(Beginning of Materials provided)

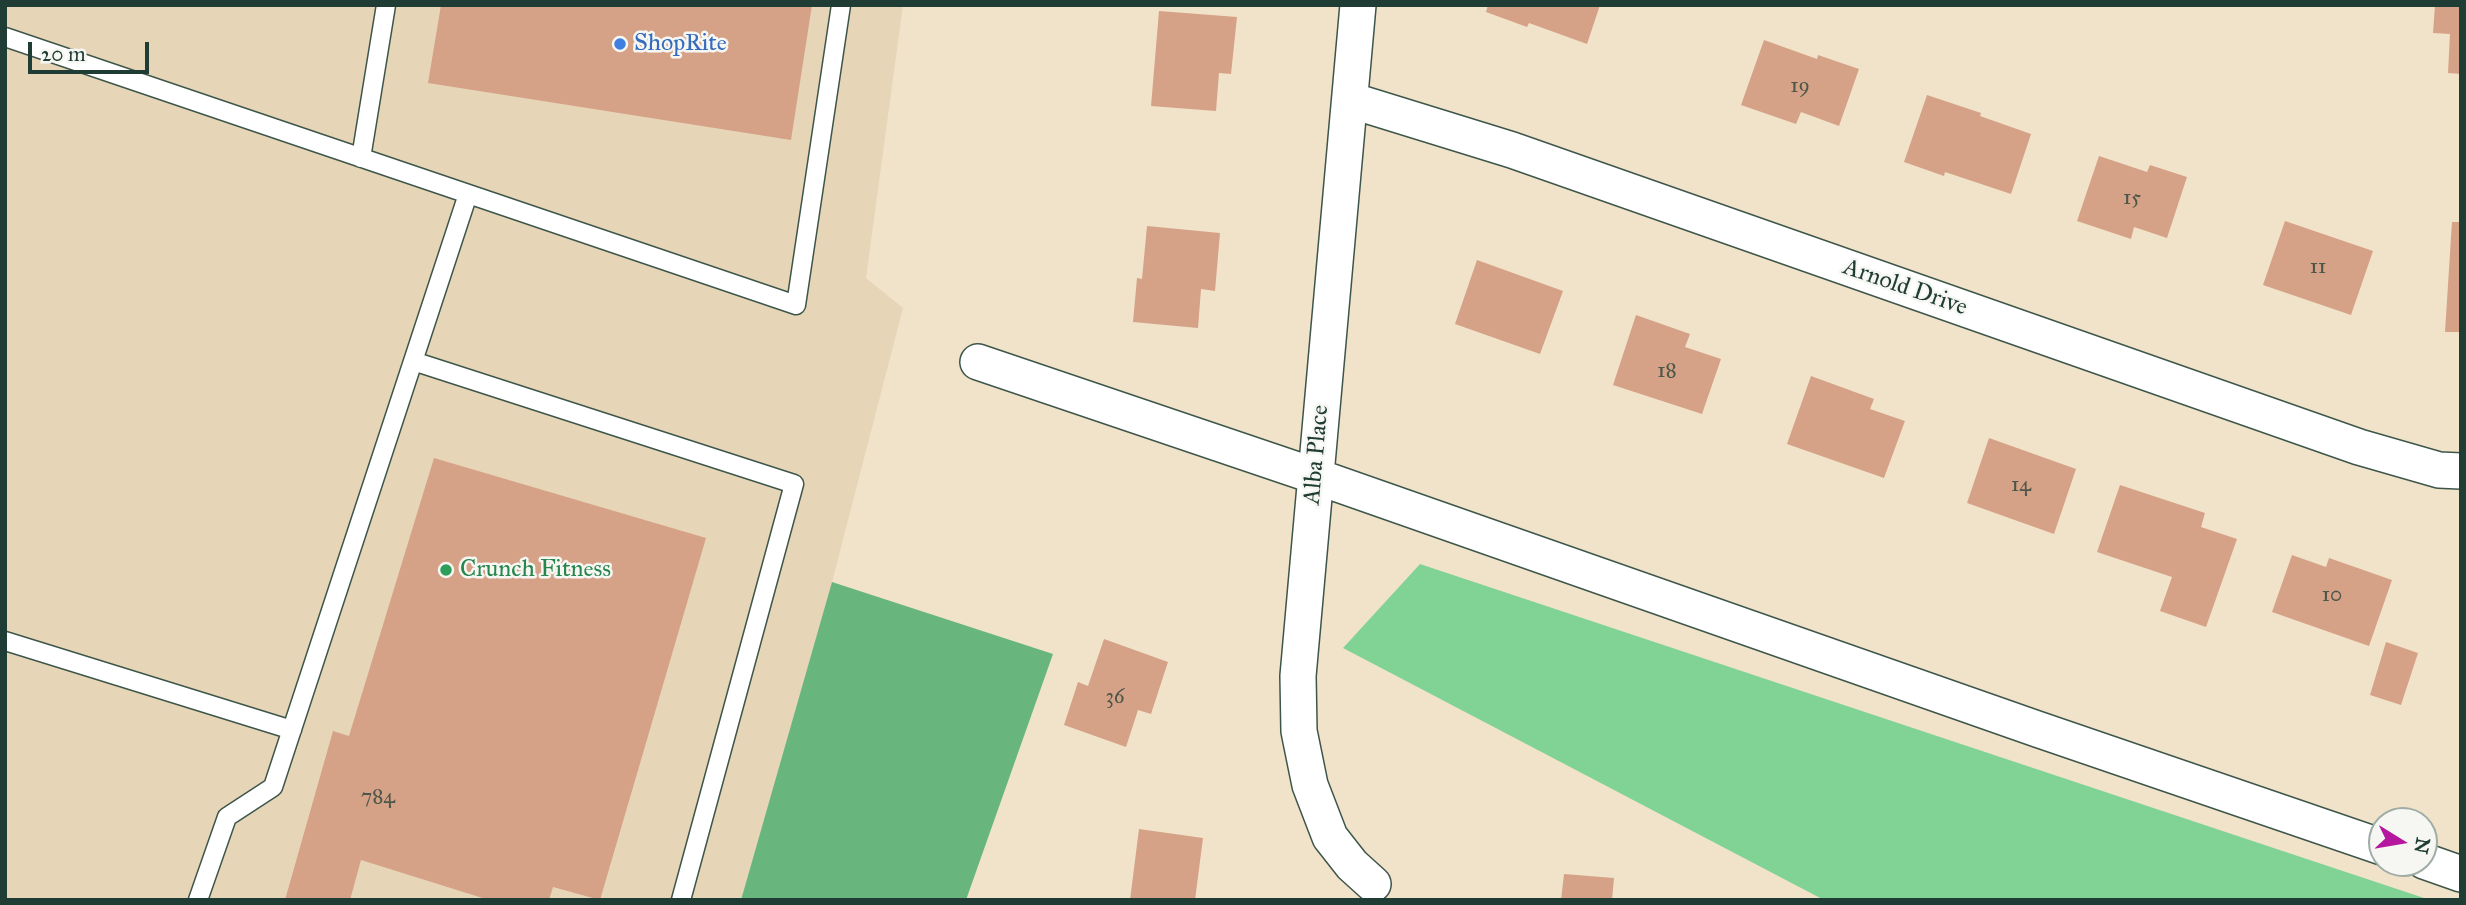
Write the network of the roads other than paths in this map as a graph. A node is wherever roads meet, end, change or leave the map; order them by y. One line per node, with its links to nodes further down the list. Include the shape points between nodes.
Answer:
1 (386, 5): 6 (lane)
2 (841, 5): 7 (lane, via 796,305)
3 (1358, 5): 5 (street, Alba Place)
4 (5, 37): 6 (lane)
5 (1350, 100): 10 (street, Arnold Drive, via 1512,150 2359,447 2439,470); 11 (street, Alba Place)
6 (360, 158): 7 (lane)
7 (468, 194): 8 (lane)
8 (413, 361): 13 (lane); 19 (lane, via 794,484)
9 (978, 362): 11 (street)
10 (2461, 471)
11 (1315, 476): 14 (street); 17 (street, Alba Place, via 1298,676 1299,731 1310,785 1329,836)
12 (5, 640): 13 (lane)
13 (292, 730): 18 (lane, via 273,787 227,817)
14 (2368, 842)
15 (2438, 866): 16 (street)
16 (2461, 874)
17 (1373, 884)
18 (198, 900)
19 (681, 900)

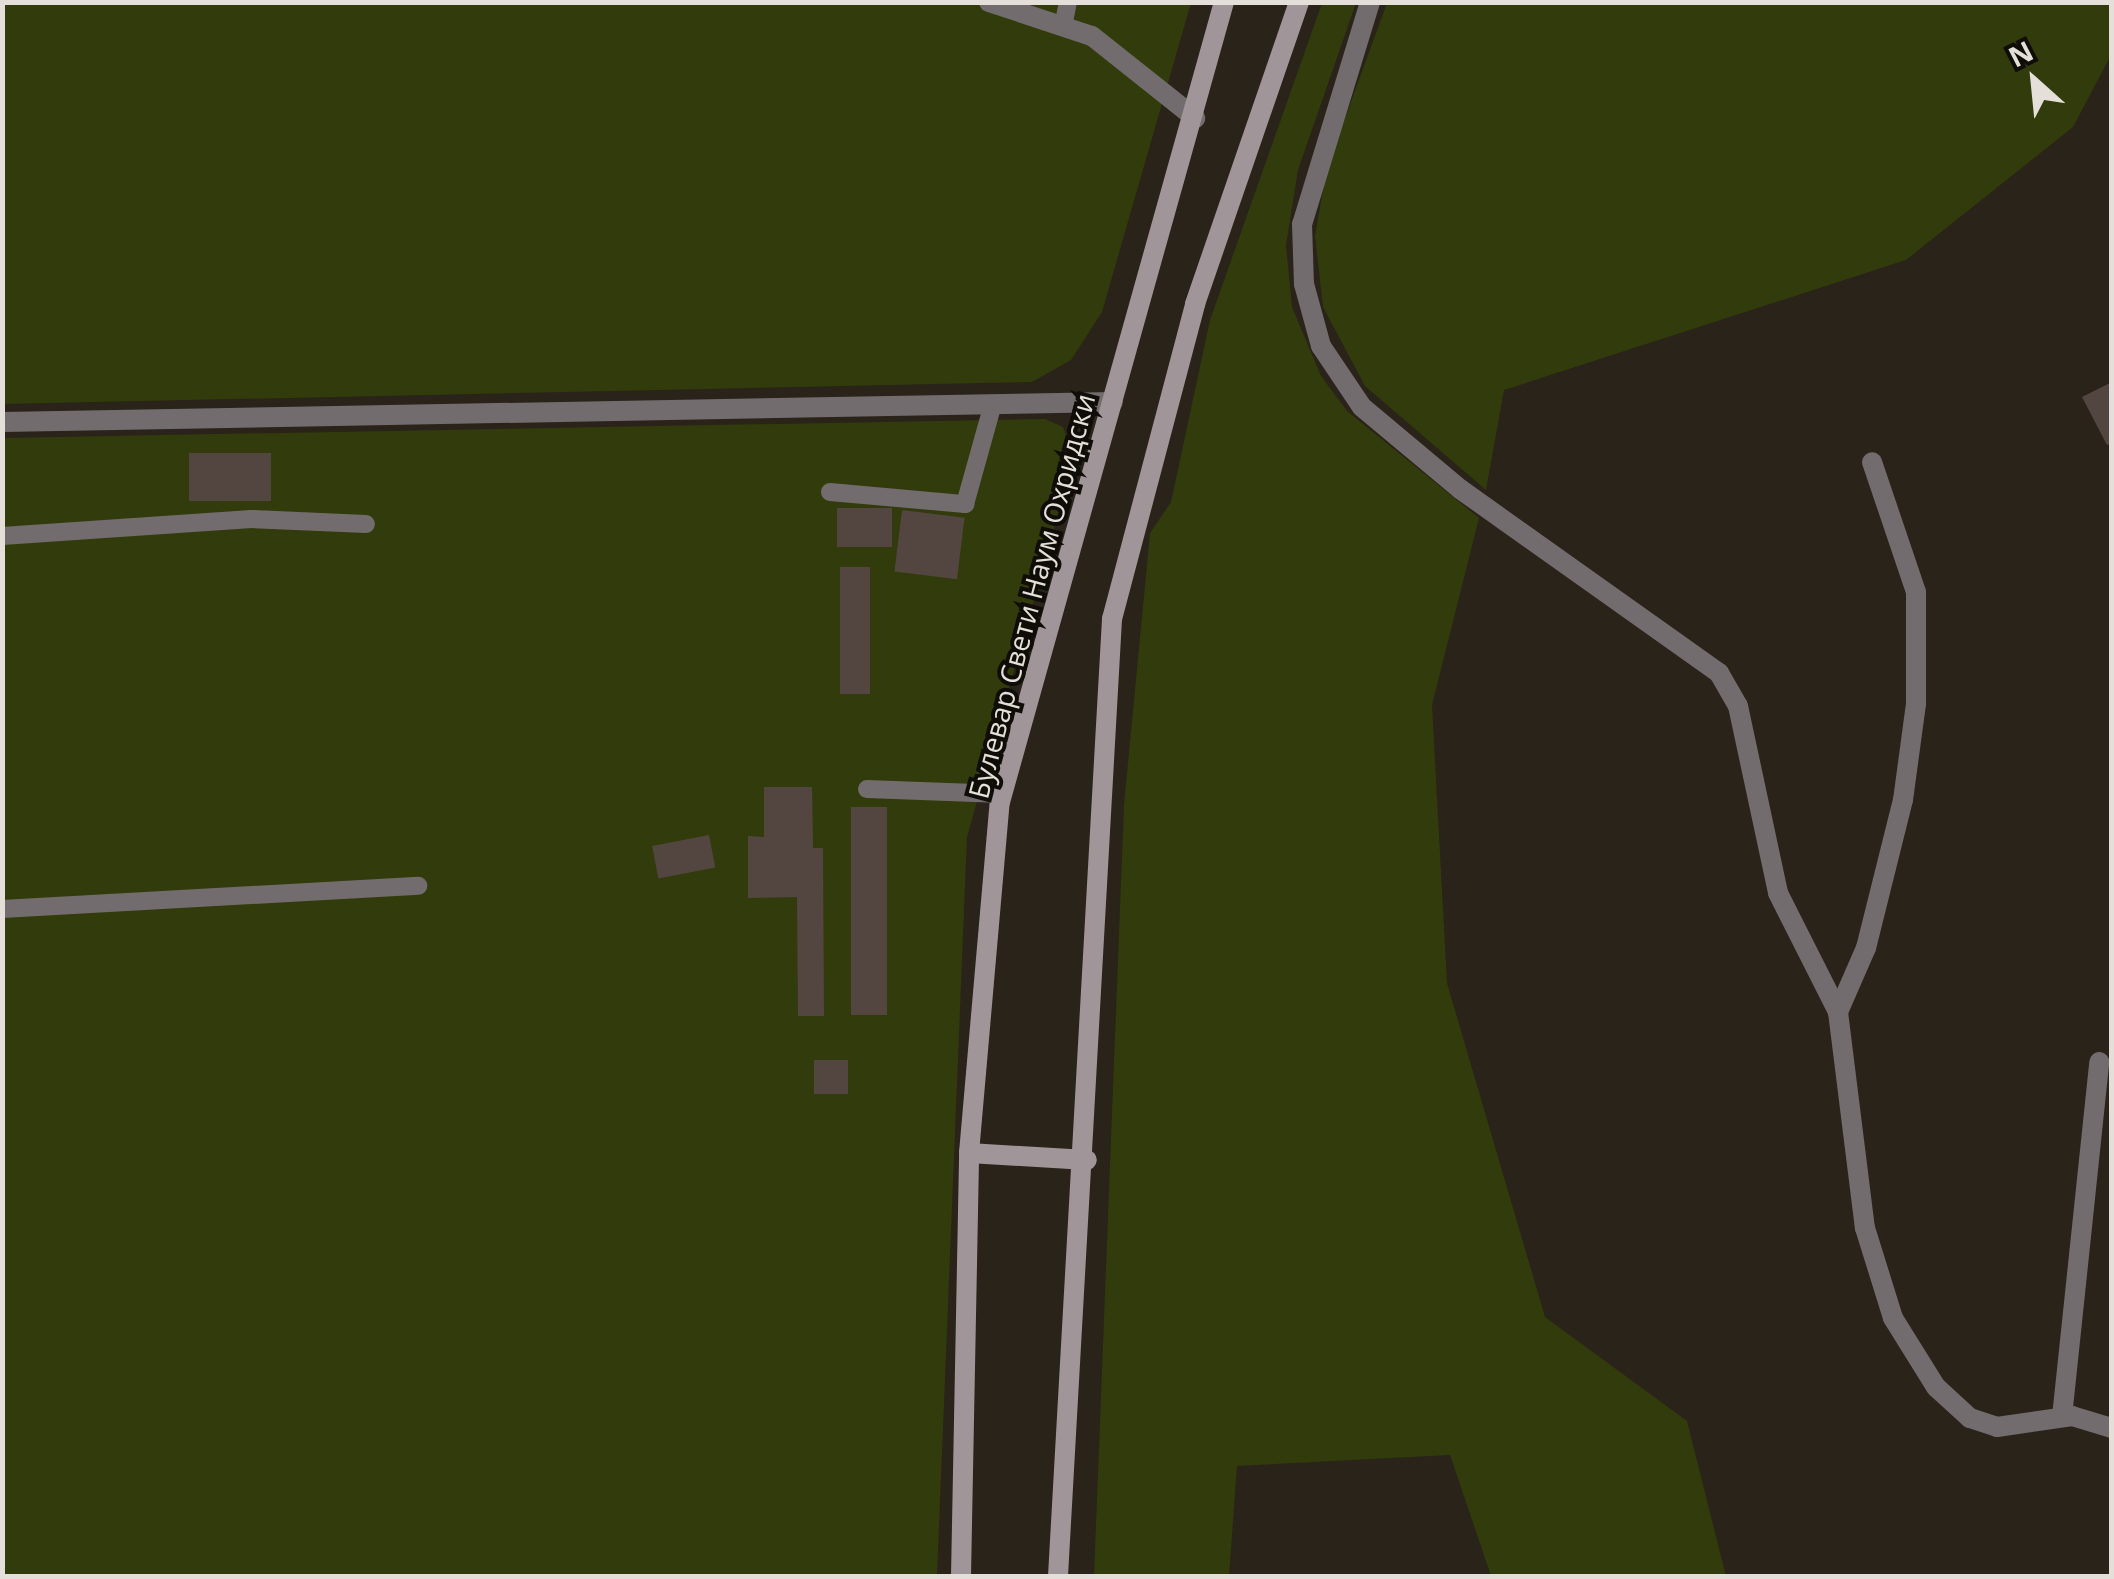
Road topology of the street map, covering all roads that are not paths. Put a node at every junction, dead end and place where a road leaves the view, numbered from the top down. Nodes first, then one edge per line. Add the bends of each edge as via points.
1 (989, 2) edge
2 (1224, 2) edge
3 (1298, 2) edge
4 (1370, 2) edge
5 (1066, 12) edge
6 (1196, 118) junction
7 (1112, 402) junction
8 (993, 404) junction
9 (2, 422) edge
10 (1872, 462) dead end
11 (830, 492) dead end
12 (366, 524) dead end
13 (2, 536) edge
14 (867, 789) dead end
15 (1002, 794) junction
16 (418, 886) dead end
17 (2, 910) edge
18 (1838, 1012) junction
19 (2100, 1062) dead end
20 (969, 1153) junction
21 (1087, 1160) junction
22 (2062, 1417) junction
23 (2112, 1428) edge
24 (961, 1576) edge
25 (1058, 1576) edge

1 - 5 street
2 - 6 main road, Булевар Свети Наум Охридски
3 - 21 main road via 1195,304 1112,619
4 - 18 street via 1302,224 1304,284 1321,346 1362,407 1460,490 1720,674 1738,706 1778,893
5 - 6 street
6 - 7 main road, Булевар Свети Наум Охридски
7 - 8 street
7 - 15 main road, Булевар Свети Наум Охридски
8 - 9 street
8 - 11 lane via 965,504
10 - 18 street via 1916,592 1916,704 1894,837
12 - 13 lane via 251,519
14 - 15 lane
15 - 20 main road, Булевар Свети Наум Охридски
16 - 17 lane
18 - 22 street via 1865,1228 1913,1356 1970,1418 1997,1428
19 - 22 street
20 - 21 main road
20 - 24 main road, Булевар Свети Наум Охридски
21 - 25 main road
22 - 23 street

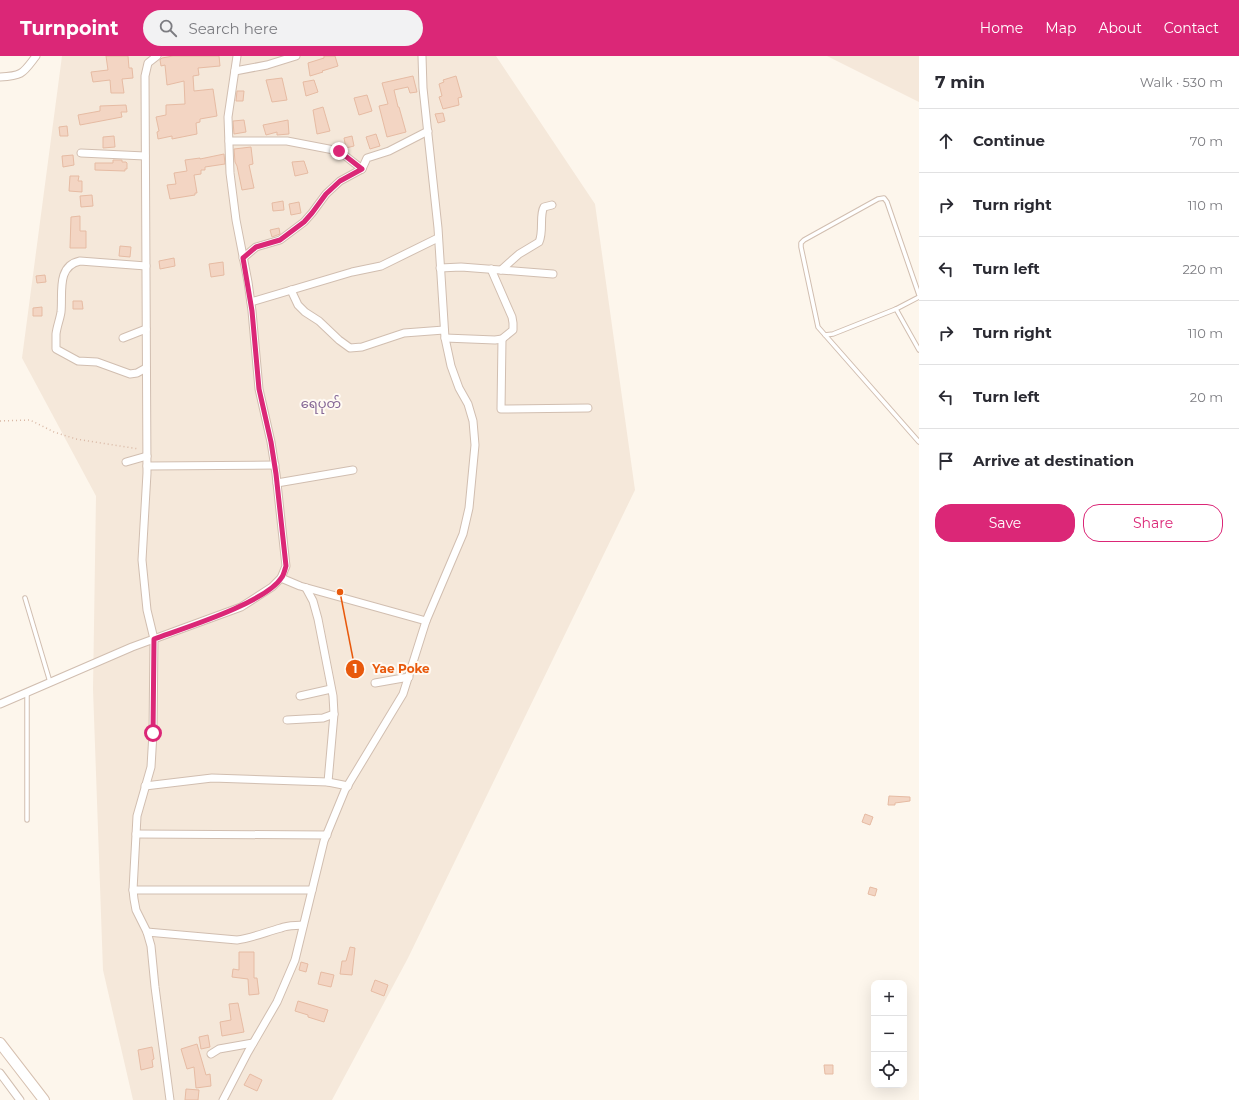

(End of Materials provided)

Transcribe every record above in full. Pictures stay out of the copy.

Write the network of the roads other than paths in this map as a graph. A node is wherever roads meet, end, change or leave the map; order them by y. One line per node, with its links to nodes further down the list. Include the shape points between nodes.
Answer:
1 (386, 5): 6 (lane)
2 (841, 5): 7 (lane, via 796,305)
3 (1358, 5): 5 (street, Alba Place)
4 (5, 37): 6 (lane)
5 (1350, 100): 10 (street, Arnold Drive, via 1512,150 2359,447 2439,470); 11 (street, Alba Place)
6 (360, 158): 7 (lane)
7 (468, 194): 8 (lane)
8 (413, 361): 13 (lane); 19 (lane, via 794,484)
9 (978, 362): 11 (street)
10 (2461, 471)
11 (1315, 476): 14 (street); 17 (street, Alba Place, via 1298,676 1299,731 1310,785 1329,836)
12 (5, 640): 13 (lane)
13 (292, 730): 18 (lane, via 273,787 227,817)
14 (2368, 842)
15 (2438, 866): 16 (street)
16 (2461, 874)
17 (1373, 884)
18 (198, 900)
19 (681, 900)

Road topology of the street map, covering all roads that are not paths. Put a node at every junction, dead end and place where a road leaves the view, numbered from the top down. Nodes first, then one edge per line. Add the bends of each edge as via points.
1 (989, 2) edge
2 (1224, 2) edge
3 (1298, 2) edge
4 (1370, 2) edge
5 (1066, 12) edge
6 (1196, 118) junction
7 (1112, 402) junction
8 (993, 404) junction
9 (2, 422) edge
10 (1872, 462) dead end
11 (830, 492) dead end
12 (366, 524) dead end
13 (2, 536) edge
14 (867, 789) dead end
15 (1002, 794) junction
16 (418, 886) dead end
17 (2, 910) edge
18 (1838, 1012) junction
19 (2100, 1062) dead end
20 (969, 1153) junction
21 (1087, 1160) junction
22 (2062, 1417) junction
23 (2112, 1428) edge
24 (961, 1576) edge
25 (1058, 1576) edge

1 - 5 street
2 - 6 main road, Булевар Свети Наум Охридски
3 - 21 main road via 1195,304 1112,619
4 - 18 street via 1302,224 1304,284 1321,346 1362,407 1460,490 1720,674 1738,706 1778,893
5 - 6 street
6 - 7 main road, Булевар Свети Наум Охридски
7 - 8 street
7 - 15 main road, Булевар Свети Наум Охридски
8 - 9 street
8 - 11 lane via 965,504
10 - 18 street via 1916,592 1916,704 1894,837
12 - 13 lane via 251,519
14 - 15 lane
15 - 20 main road, Булевар Свети Наум Охридски
16 - 17 lane
18 - 22 street via 1865,1228 1913,1356 1970,1418 1997,1428
19 - 22 street
20 - 21 main road
20 - 24 main road, Булевар Свети Наум Охридски
21 - 25 main road
22 - 23 street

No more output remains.